Ning Li, Jingran Zhang, Justin Cui

Outline

This paper evaluates the factual accuracy of large-scale language models (LLMs), specifically their accuracy in generating links to arXiv articles. We evaluated a variety of proprietary and open-source LLMs using a novel benchmark, arXivBench, covering eight major disciplines and five subfields of computer science. The evaluation revealed that LLMs pose a significant risk to academic credibility, often generating incorrect arXiv links or referencing non-existent papers. Claude-3.5-Sonnet demonstrated relatively high accuracy, and most LLMs significantly outperformed other disciplines in the field of artificial intelligence. This study contributes to evaluating and improving the credibility of LLMs in academic use through the arXivBench benchmark.

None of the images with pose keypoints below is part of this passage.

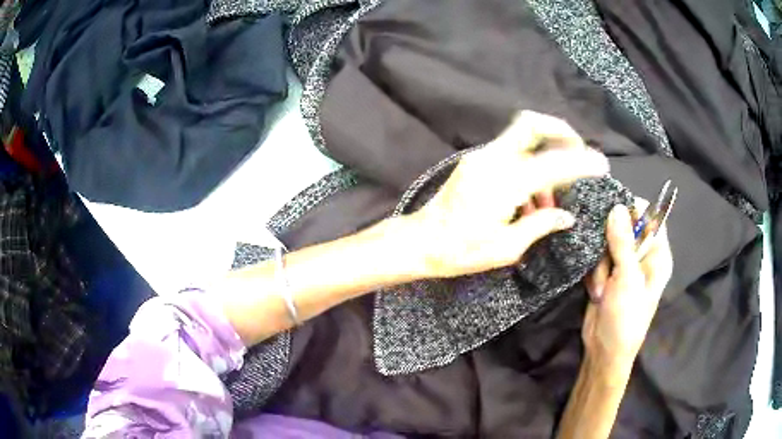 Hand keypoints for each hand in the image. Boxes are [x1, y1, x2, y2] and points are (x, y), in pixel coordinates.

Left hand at [408, 110, 609, 277]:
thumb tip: (567, 215)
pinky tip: (533, 198)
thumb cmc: (460, 251)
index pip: (553, 163)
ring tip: (554, 196)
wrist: (420, 241)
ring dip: (546, 153)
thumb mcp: (506, 248)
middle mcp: (493, 160)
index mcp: (505, 183)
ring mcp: (481, 157)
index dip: (581, 162)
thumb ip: (541, 225)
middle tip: (579, 153)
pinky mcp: (475, 161)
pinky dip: (530, 165)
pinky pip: (511, 152)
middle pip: (532, 124)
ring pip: (523, 136)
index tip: (601, 165)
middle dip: (561, 132)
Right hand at [582, 203, 672, 373]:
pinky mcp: (608, 274)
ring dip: (600, 263)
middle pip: (626, 227)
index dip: (635, 210)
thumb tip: (617, 206)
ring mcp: (625, 266)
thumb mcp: (627, 279)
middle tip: (608, 261)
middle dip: (611, 242)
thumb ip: (623, 242)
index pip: (652, 217)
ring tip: (601, 287)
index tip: (614, 213)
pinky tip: (595, 290)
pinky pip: (598, 257)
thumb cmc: (625, 317)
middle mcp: (643, 257)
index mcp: (658, 256)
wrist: (604, 350)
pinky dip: (593, 271)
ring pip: (608, 242) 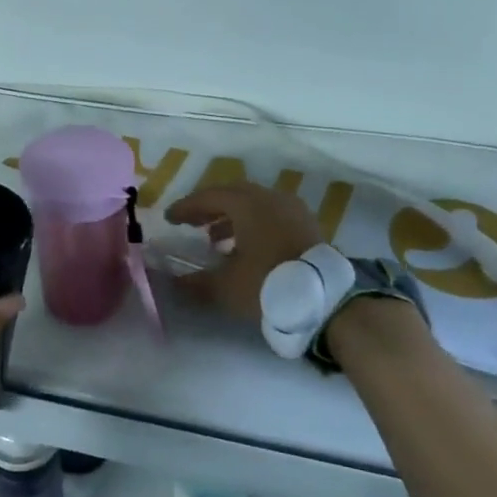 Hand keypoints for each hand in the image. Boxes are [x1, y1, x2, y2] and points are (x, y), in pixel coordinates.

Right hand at [165, 180, 319, 325]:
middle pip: (232, 194)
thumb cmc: (269, 285)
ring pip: (254, 204)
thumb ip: (194, 282)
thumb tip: (171, 282)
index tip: (169, 219)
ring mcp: (293, 210)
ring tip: (214, 240)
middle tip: (190, 223)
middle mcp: (270, 198)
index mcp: (247, 204)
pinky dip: (252, 224)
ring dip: (230, 217)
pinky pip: (271, 215)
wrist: (327, 301)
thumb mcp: (225, 287)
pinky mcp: (307, 226)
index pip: (208, 197)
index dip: (186, 207)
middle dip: (208, 208)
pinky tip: (245, 247) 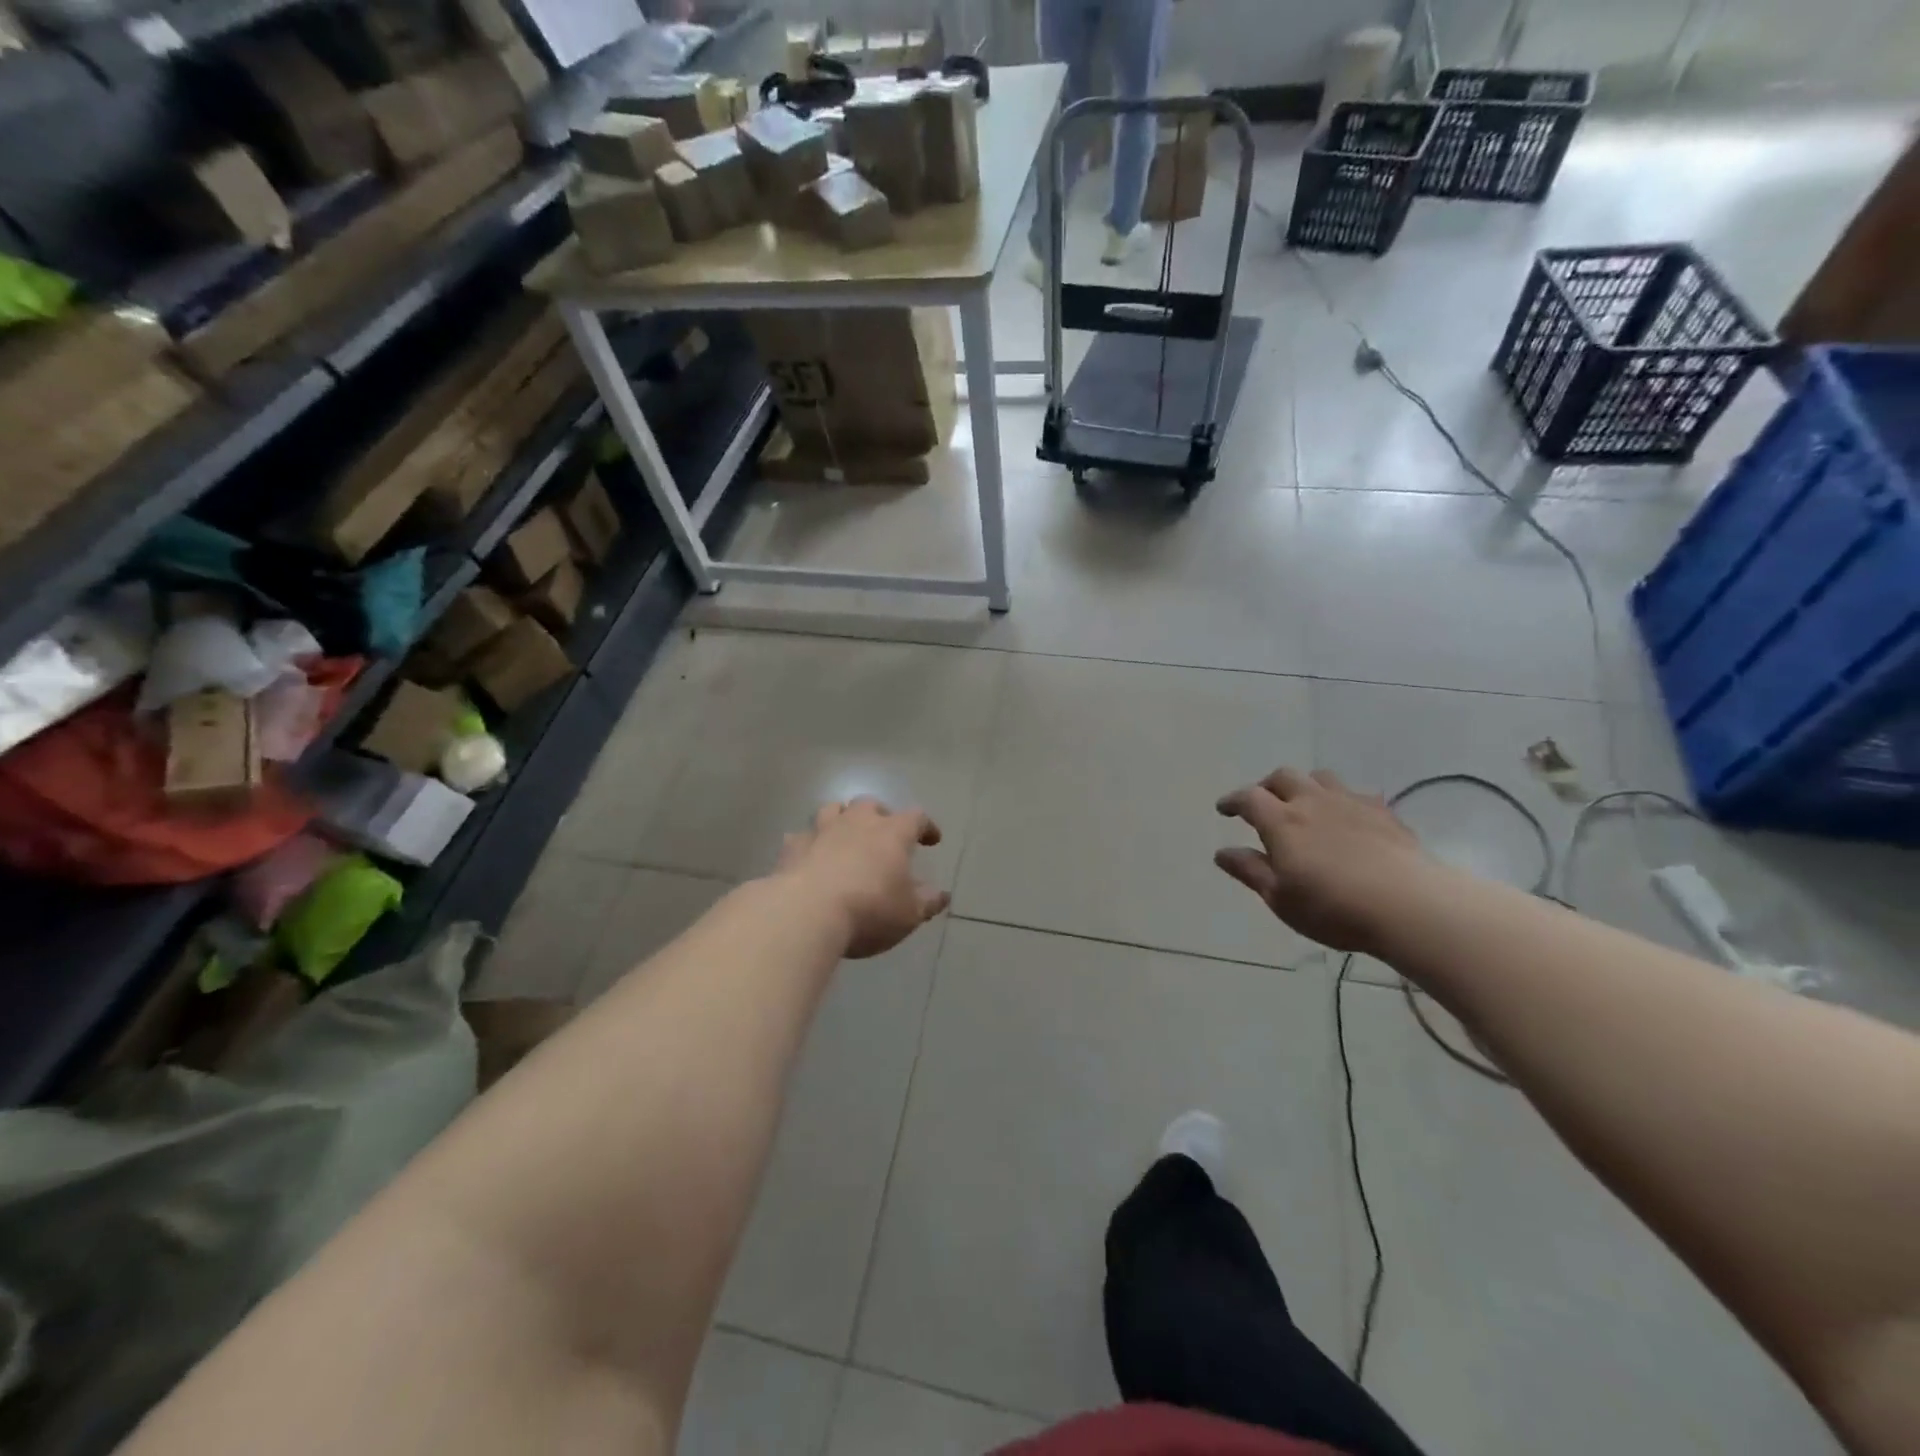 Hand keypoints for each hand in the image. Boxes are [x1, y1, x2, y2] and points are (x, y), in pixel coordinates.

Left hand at [775, 798, 949, 958]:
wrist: (806, 913)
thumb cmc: (869, 910)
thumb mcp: (908, 914)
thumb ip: (927, 902)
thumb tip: (941, 895)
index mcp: (892, 833)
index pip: (916, 818)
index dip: (926, 827)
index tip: (932, 840)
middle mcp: (857, 823)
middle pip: (870, 805)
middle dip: (879, 815)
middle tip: (884, 834)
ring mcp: (821, 831)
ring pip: (833, 809)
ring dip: (842, 818)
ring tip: (845, 836)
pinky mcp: (792, 847)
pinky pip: (802, 836)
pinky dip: (810, 843)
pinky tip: (810, 857)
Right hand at [1215, 768, 1431, 953]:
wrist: (1408, 905)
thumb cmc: (1332, 907)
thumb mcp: (1280, 897)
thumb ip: (1250, 870)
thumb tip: (1222, 853)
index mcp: (1281, 821)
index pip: (1248, 798)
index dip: (1233, 800)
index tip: (1224, 809)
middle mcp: (1313, 802)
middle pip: (1284, 777)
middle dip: (1267, 786)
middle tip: (1263, 802)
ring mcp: (1351, 803)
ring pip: (1321, 778)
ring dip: (1306, 786)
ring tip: (1305, 804)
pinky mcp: (1384, 813)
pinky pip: (1356, 794)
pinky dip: (1342, 801)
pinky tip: (1348, 819) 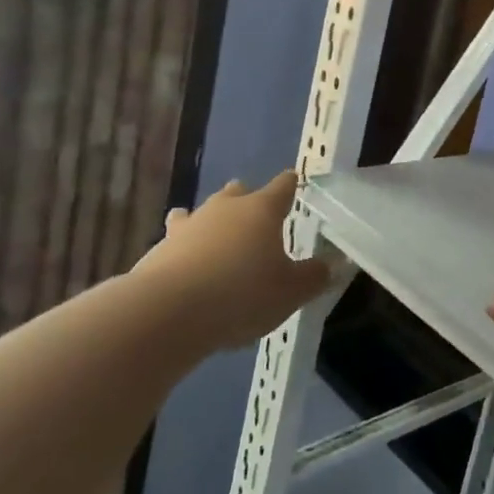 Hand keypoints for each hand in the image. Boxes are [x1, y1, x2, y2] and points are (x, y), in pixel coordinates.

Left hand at [136, 172, 330, 353]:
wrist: (167, 312)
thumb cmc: (241, 294)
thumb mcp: (290, 292)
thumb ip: (314, 277)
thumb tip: (333, 264)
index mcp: (262, 210)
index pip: (282, 187)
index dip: (290, 185)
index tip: (294, 180)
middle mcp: (225, 208)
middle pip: (238, 192)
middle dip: (246, 199)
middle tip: (254, 214)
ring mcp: (189, 226)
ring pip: (202, 212)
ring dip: (210, 221)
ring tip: (213, 234)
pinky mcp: (159, 249)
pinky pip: (176, 241)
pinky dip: (184, 249)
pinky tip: (186, 266) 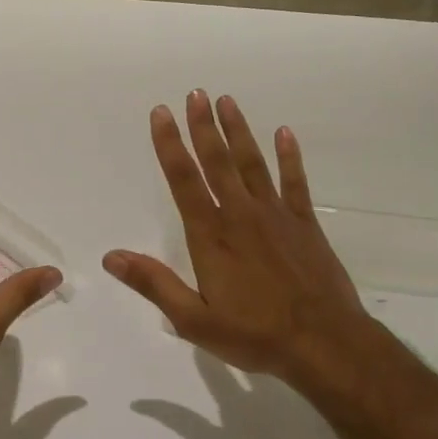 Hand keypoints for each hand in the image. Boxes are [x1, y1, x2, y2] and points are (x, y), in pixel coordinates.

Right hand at [103, 91, 380, 386]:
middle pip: (217, 161)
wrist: (325, 345)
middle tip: (195, 93)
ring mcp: (276, 215)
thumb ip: (154, 284)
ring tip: (227, 101)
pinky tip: (284, 133)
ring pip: (252, 163)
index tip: (161, 113)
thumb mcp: (194, 319)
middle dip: (203, 126)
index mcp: (211, 236)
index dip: (170, 145)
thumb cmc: (255, 335)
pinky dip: (289, 156)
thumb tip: (111, 257)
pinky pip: (295, 181)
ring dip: (238, 131)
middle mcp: (240, 215)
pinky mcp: (305, 224)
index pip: (184, 180) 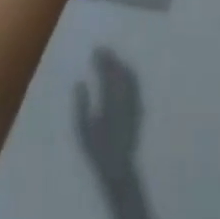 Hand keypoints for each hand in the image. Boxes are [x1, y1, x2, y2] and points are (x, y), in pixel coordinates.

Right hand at [74, 48, 142, 185]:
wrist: (119, 168)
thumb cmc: (97, 151)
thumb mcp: (83, 131)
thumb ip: (81, 105)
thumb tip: (80, 83)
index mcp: (110, 104)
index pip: (107, 75)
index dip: (102, 61)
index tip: (95, 51)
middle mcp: (125, 100)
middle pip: (119, 72)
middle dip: (111, 59)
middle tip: (101, 50)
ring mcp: (134, 103)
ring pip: (130, 76)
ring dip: (120, 63)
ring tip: (111, 58)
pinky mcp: (139, 108)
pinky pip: (136, 84)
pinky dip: (128, 73)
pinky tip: (123, 71) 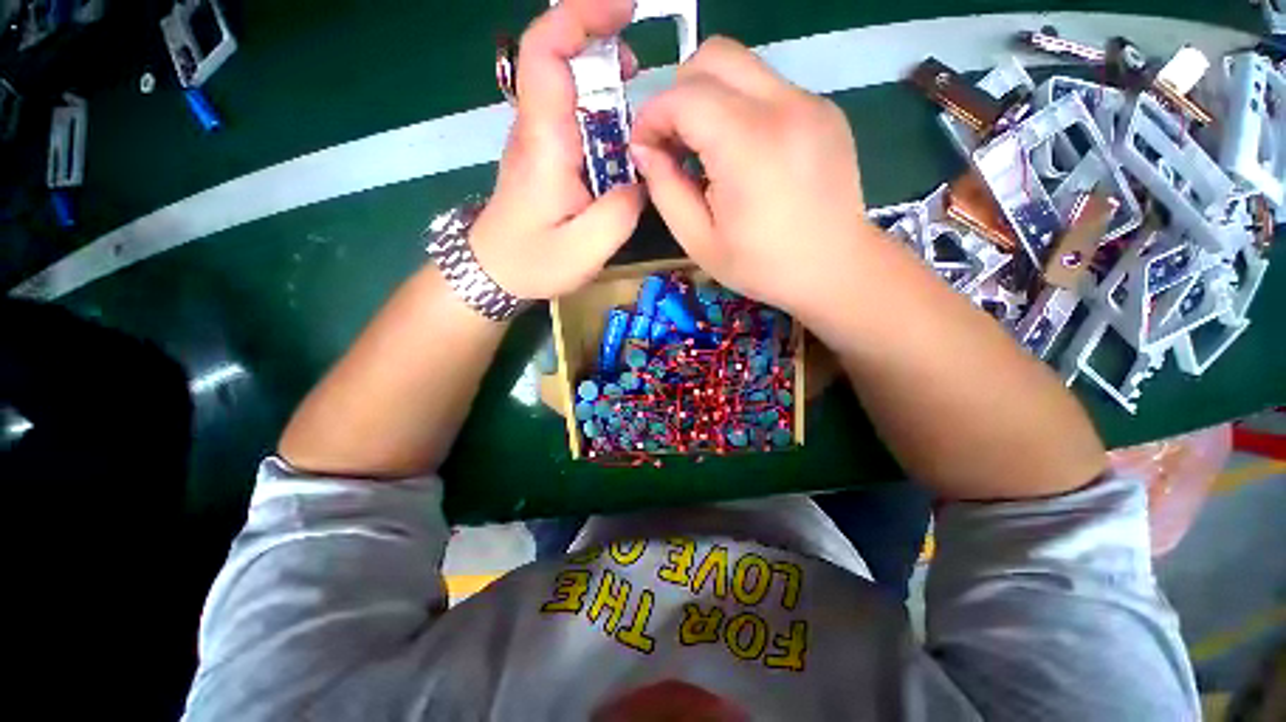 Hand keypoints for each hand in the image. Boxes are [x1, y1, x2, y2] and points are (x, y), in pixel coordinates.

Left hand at [468, 0, 645, 301]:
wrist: (494, 271)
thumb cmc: (532, 262)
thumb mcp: (583, 250)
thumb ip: (619, 215)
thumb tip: (641, 182)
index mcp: (544, 143)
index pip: (545, 53)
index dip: (579, 16)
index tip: (623, 9)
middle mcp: (536, 129)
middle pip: (555, 57)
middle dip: (597, 39)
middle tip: (638, 63)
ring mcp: (538, 139)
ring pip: (565, 83)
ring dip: (601, 73)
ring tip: (636, 90)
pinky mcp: (544, 154)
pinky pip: (570, 112)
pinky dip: (598, 105)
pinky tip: (620, 128)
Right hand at [629, 37, 870, 314]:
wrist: (835, 269)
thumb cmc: (762, 265)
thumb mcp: (699, 241)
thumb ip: (665, 190)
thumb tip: (645, 150)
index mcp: (747, 146)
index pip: (683, 96)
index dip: (651, 117)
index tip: (643, 148)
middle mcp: (783, 106)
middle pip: (713, 57)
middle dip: (679, 94)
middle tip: (675, 142)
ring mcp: (810, 102)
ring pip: (742, 67)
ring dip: (710, 99)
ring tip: (708, 151)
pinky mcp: (824, 109)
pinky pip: (768, 88)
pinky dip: (741, 109)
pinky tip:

The code and dataset are publicly available.

Takeaways, Limitations

Takeaways:
It demonstrates the seriousness of the issue of factual accuracy in LLMs, especially in an academic context.
We identify field-specific variations in LLM performance and suggest future directions for LLM development and utilization.
We provide a new benchmark, arXivBench, to enable objective evaluation of the academic use of LLMs.
We emphasize the importance of research to ensure the reliability of the academic use of LLM.
Limitations:
The current benchmark is limited to arXiv papers, and does not evaluate LLM performance on other types of academic materials.
The types and versions of LLMs being assessed may be limited.
There may be limitations and room for improvement in the metrics used to evaluate the performance of LLM.